The backpack on his shoulders, the trekking boots, and the brisk pace of someone used to long hikes. It’s Julio, the guide I contacted a year ago from Italy to accompany us along the trails of El Cocuy National Natural Park, where access is only possible with a permit and a certified local guide.
We check in at the park office for the briefing: they explain the rules to us, we sign the forms, and we set off. We walk through cultivated fields and solitary farms, where the intense green of the pastures contrasts with the dark shadows of the mountains in the distance. Julio warns me about the slippery rocks.
“Okay,” I reply jokingly. “I wouldn’t want to have to call the air rescue!”
He laughs, pointing to a horse grazing in the meadow. “That’s our air rescue. If you get hurt, they’ll come pick you up on horseback.”
We stop often to drink and stay hydrated, preventing altitude sickness, as we climb higher, and by evening we will reach 3,600 meters, where we will spend the night.

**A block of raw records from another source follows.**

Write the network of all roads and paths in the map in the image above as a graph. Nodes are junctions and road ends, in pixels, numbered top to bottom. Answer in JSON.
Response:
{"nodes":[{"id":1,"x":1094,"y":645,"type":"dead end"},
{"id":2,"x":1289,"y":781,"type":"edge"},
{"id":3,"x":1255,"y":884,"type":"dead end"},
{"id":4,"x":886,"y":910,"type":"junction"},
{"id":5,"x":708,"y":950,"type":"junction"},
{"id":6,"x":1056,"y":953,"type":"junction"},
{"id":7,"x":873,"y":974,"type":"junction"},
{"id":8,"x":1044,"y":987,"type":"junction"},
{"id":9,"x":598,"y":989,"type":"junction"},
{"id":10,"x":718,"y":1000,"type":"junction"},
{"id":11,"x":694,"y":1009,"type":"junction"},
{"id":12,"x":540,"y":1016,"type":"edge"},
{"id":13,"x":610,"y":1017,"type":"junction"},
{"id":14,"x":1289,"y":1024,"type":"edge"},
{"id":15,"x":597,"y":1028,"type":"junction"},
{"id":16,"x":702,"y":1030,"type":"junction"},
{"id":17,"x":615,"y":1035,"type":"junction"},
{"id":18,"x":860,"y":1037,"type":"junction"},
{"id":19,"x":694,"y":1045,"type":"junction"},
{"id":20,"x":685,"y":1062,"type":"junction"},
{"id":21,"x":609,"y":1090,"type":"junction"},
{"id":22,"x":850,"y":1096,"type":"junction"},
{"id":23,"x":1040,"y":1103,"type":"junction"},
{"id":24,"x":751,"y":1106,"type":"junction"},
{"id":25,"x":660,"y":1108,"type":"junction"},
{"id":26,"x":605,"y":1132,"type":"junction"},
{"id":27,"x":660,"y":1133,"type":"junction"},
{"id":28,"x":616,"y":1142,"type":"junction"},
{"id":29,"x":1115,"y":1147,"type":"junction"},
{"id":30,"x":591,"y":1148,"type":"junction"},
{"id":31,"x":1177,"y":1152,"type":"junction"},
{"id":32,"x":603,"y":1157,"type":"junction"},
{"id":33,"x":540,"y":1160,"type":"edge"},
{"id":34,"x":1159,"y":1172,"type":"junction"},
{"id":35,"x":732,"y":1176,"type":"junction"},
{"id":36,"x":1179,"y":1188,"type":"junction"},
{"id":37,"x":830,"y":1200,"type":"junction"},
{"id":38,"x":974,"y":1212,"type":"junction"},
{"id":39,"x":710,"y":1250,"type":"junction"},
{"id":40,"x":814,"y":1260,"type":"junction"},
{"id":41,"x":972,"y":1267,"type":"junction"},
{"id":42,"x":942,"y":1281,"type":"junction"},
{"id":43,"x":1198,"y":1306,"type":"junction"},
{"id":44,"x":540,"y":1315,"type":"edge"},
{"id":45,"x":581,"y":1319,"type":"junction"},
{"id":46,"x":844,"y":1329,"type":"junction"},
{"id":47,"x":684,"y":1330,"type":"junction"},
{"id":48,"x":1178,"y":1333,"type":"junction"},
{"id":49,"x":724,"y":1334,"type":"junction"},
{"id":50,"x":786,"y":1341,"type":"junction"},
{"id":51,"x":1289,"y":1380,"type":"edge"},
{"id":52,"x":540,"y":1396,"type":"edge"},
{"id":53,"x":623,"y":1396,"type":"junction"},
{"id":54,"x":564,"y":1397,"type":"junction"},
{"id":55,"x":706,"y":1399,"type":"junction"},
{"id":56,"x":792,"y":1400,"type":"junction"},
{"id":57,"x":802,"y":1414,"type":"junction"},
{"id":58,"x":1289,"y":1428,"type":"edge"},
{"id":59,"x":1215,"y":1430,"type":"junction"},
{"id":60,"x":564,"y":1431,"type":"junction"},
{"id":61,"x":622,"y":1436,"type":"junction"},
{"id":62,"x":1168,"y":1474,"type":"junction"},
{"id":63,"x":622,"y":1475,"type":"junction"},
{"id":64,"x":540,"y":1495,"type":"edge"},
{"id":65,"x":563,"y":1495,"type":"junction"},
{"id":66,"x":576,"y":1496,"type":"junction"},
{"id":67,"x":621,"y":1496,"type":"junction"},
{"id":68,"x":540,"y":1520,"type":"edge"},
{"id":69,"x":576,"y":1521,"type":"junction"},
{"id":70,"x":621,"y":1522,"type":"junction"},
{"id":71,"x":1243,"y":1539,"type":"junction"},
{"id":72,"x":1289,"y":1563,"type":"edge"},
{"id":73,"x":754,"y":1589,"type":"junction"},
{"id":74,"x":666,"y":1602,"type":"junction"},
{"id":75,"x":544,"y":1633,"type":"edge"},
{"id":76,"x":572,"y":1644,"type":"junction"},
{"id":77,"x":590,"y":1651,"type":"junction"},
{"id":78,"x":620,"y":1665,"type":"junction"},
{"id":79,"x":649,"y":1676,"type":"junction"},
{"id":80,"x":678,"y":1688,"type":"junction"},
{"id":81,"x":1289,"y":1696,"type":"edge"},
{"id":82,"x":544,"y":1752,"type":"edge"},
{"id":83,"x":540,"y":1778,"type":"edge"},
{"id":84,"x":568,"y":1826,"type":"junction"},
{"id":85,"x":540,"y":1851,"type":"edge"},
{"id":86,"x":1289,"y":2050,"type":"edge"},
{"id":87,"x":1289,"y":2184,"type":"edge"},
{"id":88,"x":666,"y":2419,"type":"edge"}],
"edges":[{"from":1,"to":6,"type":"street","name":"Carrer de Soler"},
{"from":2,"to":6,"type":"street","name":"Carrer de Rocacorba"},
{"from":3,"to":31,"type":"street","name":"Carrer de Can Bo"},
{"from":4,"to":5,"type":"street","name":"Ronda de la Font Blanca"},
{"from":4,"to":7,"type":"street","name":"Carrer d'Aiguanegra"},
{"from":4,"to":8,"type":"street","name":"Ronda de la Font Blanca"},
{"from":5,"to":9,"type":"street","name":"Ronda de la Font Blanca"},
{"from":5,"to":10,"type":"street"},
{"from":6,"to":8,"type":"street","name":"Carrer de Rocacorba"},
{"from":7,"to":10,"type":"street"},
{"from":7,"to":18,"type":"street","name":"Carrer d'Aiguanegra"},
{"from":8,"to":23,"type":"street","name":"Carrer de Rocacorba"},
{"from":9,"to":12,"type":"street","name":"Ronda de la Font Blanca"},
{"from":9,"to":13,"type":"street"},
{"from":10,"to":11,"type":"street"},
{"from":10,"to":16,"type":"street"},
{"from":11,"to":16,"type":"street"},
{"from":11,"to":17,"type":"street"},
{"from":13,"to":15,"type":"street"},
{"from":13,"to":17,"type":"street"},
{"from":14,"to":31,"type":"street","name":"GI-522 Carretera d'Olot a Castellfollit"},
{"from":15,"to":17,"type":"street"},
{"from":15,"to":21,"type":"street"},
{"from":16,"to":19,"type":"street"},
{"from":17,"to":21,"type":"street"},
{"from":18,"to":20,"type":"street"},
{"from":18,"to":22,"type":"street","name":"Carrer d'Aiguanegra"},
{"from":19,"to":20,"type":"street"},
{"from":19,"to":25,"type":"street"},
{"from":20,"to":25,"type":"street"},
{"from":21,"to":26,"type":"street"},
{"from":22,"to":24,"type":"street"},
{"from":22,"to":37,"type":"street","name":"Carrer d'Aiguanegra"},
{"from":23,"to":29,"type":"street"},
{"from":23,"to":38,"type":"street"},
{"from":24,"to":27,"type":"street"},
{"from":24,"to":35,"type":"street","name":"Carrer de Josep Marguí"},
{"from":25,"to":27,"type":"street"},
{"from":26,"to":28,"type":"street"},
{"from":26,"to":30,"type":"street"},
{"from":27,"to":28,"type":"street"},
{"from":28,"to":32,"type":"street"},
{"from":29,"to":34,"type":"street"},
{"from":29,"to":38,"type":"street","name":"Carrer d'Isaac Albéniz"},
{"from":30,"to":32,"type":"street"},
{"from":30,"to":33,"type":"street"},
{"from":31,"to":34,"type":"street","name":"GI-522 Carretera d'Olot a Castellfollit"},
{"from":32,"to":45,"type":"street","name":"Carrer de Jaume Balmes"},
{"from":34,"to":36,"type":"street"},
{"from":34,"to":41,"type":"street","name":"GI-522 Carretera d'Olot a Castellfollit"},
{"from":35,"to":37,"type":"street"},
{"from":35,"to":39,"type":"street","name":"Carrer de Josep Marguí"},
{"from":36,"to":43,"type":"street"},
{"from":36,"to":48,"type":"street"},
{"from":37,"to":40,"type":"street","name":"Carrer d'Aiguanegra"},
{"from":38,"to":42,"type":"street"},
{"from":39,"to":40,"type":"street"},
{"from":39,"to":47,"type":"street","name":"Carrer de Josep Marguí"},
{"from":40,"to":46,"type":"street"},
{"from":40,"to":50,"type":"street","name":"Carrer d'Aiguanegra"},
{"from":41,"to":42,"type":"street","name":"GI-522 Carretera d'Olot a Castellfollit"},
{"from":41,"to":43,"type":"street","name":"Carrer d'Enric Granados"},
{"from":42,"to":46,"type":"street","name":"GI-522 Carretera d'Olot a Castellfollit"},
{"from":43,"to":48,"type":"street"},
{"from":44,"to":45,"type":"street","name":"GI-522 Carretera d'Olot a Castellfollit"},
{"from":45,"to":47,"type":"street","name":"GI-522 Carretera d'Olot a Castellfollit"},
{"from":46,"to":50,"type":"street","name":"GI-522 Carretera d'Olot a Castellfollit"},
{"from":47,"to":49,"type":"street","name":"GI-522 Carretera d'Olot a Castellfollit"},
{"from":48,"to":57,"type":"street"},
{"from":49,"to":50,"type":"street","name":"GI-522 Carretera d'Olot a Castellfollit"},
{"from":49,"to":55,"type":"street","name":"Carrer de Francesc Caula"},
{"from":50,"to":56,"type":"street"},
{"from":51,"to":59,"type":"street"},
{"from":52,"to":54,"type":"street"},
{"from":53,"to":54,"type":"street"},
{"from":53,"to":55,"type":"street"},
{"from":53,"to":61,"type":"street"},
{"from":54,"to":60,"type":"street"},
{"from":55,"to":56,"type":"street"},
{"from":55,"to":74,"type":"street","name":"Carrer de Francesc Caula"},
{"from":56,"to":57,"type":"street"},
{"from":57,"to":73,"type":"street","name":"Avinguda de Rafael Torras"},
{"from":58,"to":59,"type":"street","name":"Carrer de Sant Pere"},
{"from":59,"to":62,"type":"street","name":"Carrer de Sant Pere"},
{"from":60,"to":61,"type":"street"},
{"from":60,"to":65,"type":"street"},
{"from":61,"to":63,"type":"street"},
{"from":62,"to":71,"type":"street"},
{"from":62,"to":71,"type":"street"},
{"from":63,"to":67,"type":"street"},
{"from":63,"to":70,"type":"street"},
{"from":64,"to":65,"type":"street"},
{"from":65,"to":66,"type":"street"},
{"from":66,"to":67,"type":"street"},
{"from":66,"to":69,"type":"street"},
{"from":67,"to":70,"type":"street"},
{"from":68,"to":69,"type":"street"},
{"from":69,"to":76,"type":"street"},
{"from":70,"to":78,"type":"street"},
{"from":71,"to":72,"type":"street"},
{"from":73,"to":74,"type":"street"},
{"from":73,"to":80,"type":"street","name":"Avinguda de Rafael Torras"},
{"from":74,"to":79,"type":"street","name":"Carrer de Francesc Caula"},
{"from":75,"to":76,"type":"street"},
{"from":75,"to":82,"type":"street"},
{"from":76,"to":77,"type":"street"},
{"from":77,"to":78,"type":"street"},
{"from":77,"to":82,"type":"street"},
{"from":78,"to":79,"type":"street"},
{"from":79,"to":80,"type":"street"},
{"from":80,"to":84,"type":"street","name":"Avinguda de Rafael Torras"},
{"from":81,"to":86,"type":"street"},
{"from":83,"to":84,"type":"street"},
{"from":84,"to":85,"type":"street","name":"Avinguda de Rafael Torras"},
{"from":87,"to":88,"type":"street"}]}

Orchids, bromeliads, and quinine plants adorn an isolated house. I stop to take photos of the flowers. A woman approaches us and invites us inside. She chases away a turkey that approaches threateningly, picks some mint leaves, and prepares an infusion for us.
She lives there alone. Goats, chickens, and turkeys keep her company until they end up on the plate, along with the potatoes from her garden.
I ask her if she ever goes down to the village. She replies that she goes once every two or three months to buy things she can’t produce herself. It’s a long trip. Those who have a horse take a day, but she has to ask for a ride with the lechero, the truck that picks up the freshly milked milk from the farms every morning. She rides in the back, among cans of milk, to reach Guicán, where she shops and spends the night. The next day, she returns home in the same way.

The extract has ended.